● Listed entries:
**********
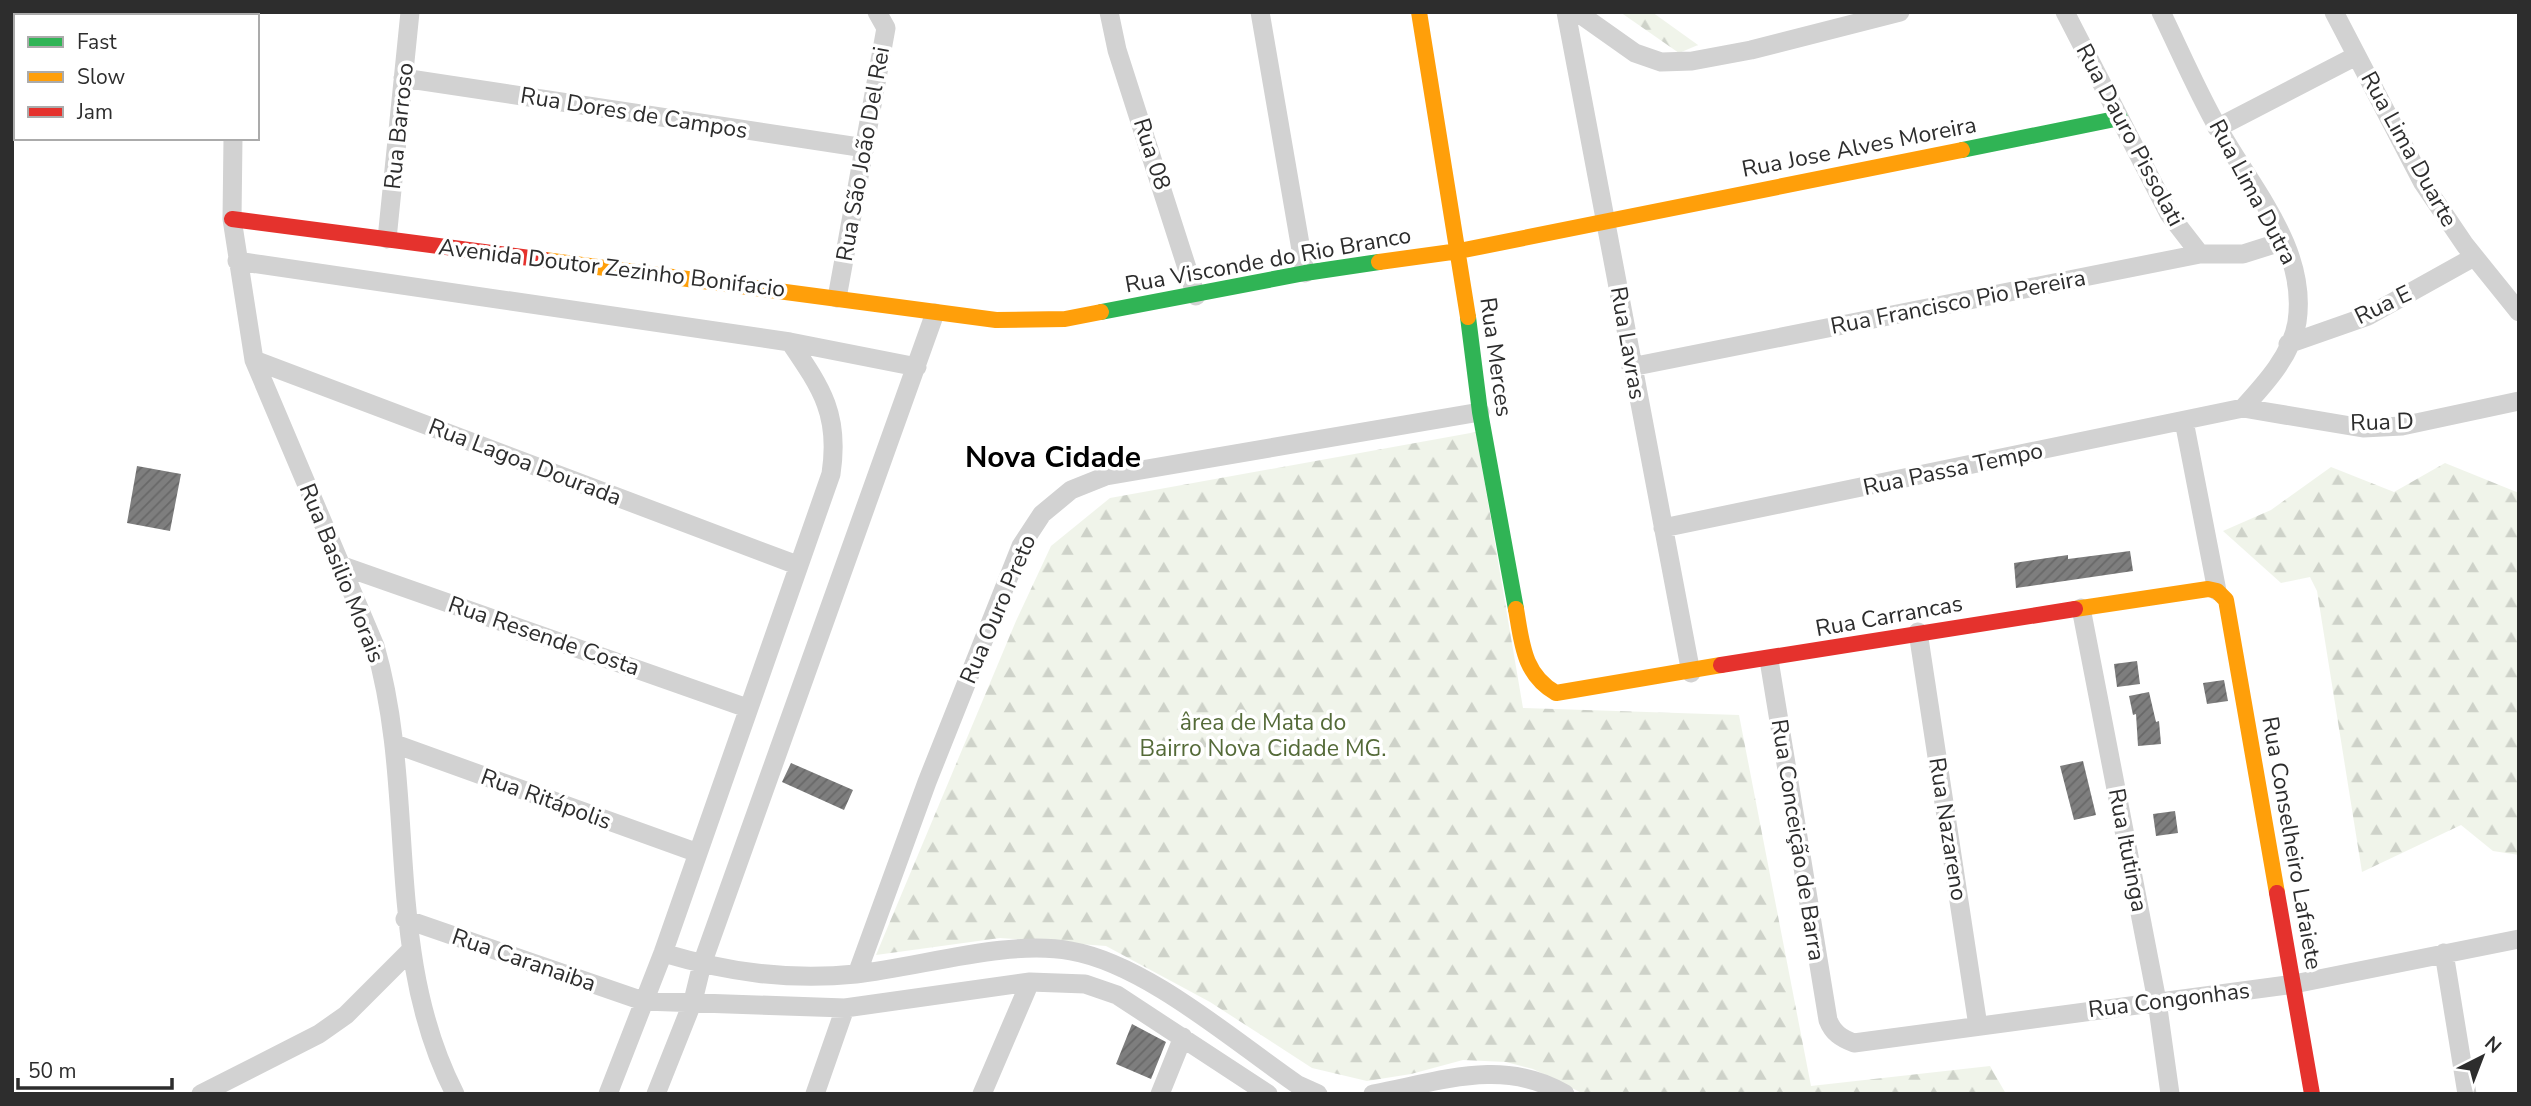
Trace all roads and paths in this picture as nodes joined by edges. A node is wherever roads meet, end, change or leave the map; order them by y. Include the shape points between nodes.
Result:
1 (410, 12) edge
2 (877, 12) edge
3 (1109, 12) edge
4 (1260, 12) edge
5 (1419, 12) edge
6 (1566, 12) edge
7 (1577, 12) edge
8 (1900, 12) edge
9 (2065, 12) edge
10 (2161, 12) edge
11 (2334, 12) edge
12 (2356, 55) junction
13 (403, 78) junction
14 (2120, 118) junction
15 (2217, 128) junction
16 (233, 140) edge
17 (865, 148) junction
18 (232, 219) junction
19 (1607, 220) junction
20 (387, 239) junction
21 (2284, 241) junction
22 (1459, 251) junction
23 (2200, 254) junction
24 (2474, 257) junction
25 (237, 261) junction
26 (1305, 273) junction
27 (1196, 296) junction
28 (837, 298) junction
29 (2519, 312) edge
30 (935, 313) junction
31 (790, 342) junction
32 (2288, 344) junction
33 (254, 360) junction
34 (917, 367) junction
35 (1632, 367) junction
36 (2519, 401) edge
37 (2243, 408) junction
38 (1480, 412) junction
39 (2184, 421) junction
40 (1663, 528) junction
41 (340, 565) junction
42 (797, 565) junction
43 (2222, 596) junction
44 (2081, 608) junction
45 (1919, 632) junction
46 (1769, 660) junction
47 (1691, 673) junction
48 (1556, 693) joint
49 (747, 708) junction
50 (395, 744) junction
51 (698, 853) junction
52 (405, 919) junction
53 (2519, 939) edge
54 (410, 951) junction
55 (663, 953) junction
56 (2444, 953) junction
57 (702, 964) junction
58 (857, 974) junction
59 (1030, 982) junction
60 (2294, 985) junction
61 (643, 1001) junction
62 (692, 1001) junction
63 (2157, 1001) junction
64 (845, 1008) junction
65 (1828, 1020) joint
66 (1978, 1026) junction
67 (1183, 1037) junction
68 (201, 1094) edge
69 (455, 1094) edge
70 (608, 1094) edge
71 (656, 1094) edge
72 (815, 1094) edge
73 (982, 1094) edge
74 (1160, 1094) edge
75 (1268, 1094) edge
76 (1318, 1094) edge
77 (1373, 1094) edge
78 (1565, 1094) edge
79 (2170, 1094) edge
80 (2312, 1094) edge
81 (2467, 1094) edge

1 - 13 street, Rua Barroso
2 - 17 street, Rua São João Del Rei via 886,28
3 - 27 street, Rua 08
4 - 26 street
5 - 22 street, Rua Merces
6 - 19 street, Rua Lavras
7 - 8 street via 1635,53 1661,62 1751,50
9 - 14 street, Rua Dauro Pissolati
10 - 15 street, Rua Lima Dutra
11 - 12 street, Rua Lima Duarte
12 - 15 street
12 - 24 street, Rua Lima Duarte via 2423,183
13 - 17 street, Rua Dores de Campos
13 - 20 street, Rua Barroso
14 - 19 street, Rua Jose Alves Moreira
14 - 23 street, Rua Dauro Pissolati via 2169,214
15 - 21 street, Rua Lima Dutra
16 - 18 street, Rua Basilio Morais
17 - 28 street, Rua São João Del Rei
18 - 20 street, Avenida Doutor Zezinho Bonifacio
18 - 25 street, Rua Basilio Morais
19 - 22 street, Rua Visconde do Rio Branco
19 - 35 street, Rua Lavras
20 - 28 street, Avenida Doutor Zezinho Bonifacio
21 - 23 street, Rua Francisco Pio Pereira via 2243,254
21 - 32 street, Rua Lima Dutra via 2298,276 2297,324
22 - 26 street, Rua Visconde do Rio Branco
22 - 38 street, Rua Merces
23 - 35 street, Rua Francisco Pio Pereira
24 - 29 street, Rua Lima Duarte
24 - 32 street, Rua E via 2368,316
25 - 31 street, Avenida Doutor Zezinho Bonifacio
25 - 33 street, Rua Basilio Morais
26 - 27 street, Rua Visconde do Rio Branco
27 - 30 street, Rua Visconde do Rio Branco via 1065,318 996,320
28 - 30 street, Avenida Doutor Zezinho Bonifacio
30 - 34 street
31 - 34 street, Avenida Doutor Zezinho Bonifacio
31 - 42 street via 818,384 836,442 831,474
32 - 37 street, Rua Lima Dutra via 2266,382
33 - 41 street, Rua Basilio Morais
33 - 42 street, Rua Lagoa Dourada
34 - 57 street
35 - 40 street, Rua Lavras
36 - 37 street, Rua D via 2402,426 2363,428
37 - 39 street, Rua Passa Tempo
38 - 48 street, Rua Merces via 1525,660 1542,686
38 - 58 street, Rua Ouro Preto via 1106,476 1071,490 1042,514 1021,546 987,629
39 - 40 street, Rua Passa Tempo
39 - 43 street
40 - 47 street, Rua Lavras
41 - 49 street, Rua Resende Costa
41 - 50 street, Rua Basilio Morais via 375,646
42 - 49 street
43 - 44 street, Rua Carrancas via 2208,589
43 - 60 street, Rua Conselheiro Lafaiete
44 - 45 street, Rua Carrancas
44 - 63 street, Rua Itutinga
45 - 46 street, Rua Carrancas
45 - 66 street, Rua Nazareno
46 - 47 street, Rua Carrancas
46 - 65 street, Rua Conceição de Barra
47 - 48 street, Rua Carrancas
49 - 51 street
50 - 51 street, Rua Ritápolis
50 - 52 street, Rua Basilio Morais
51 - 55 street
52 - 54 street, Rua Basilio Morais
52 - 61 street, Rua Caranaiba
53 - 56 street, Rua Congonhas
54 - 68 street via 346,1015 319,1034
54 - 69 street, Rua Basilio Morais via 439,1063
55 - 57 street
55 - 61 street
56 - 60 street, Rua Congonhas
56 - 81 street
57 - 58 street via 796,978
57 - 62 street
58 - 76 street via 1006,951 1072,951 1102,959 1160,990 1297,1085
59 - 64 street
59 - 67 street via 1085,984 1117,995
59 - 73 street
60 - 63 street, Rua Congonhas
60 - 80 street, Rua Conselheiro Lafaiete
61 - 62 street
61 - 70 street
62 - 64 street
62 - 71 street
63 - 66 street, Rua Congonhas
63 - 79 street, Rua Itutinga
64 - 72 street
65 - 66 street, Rua Congonhas via 1832,1030 1854,1043
67 - 74 street
67 - 75 street
77 - 78 street via 1493,1072 1521,1075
**********
● Task: Which lines in the material above include the string "Conselheiro"? Pull them out.

● Response to the task:
43 - 60 street, Rua Conselheiro Lafaiete
60 - 80 street, Rua Conselheiro Lafaiete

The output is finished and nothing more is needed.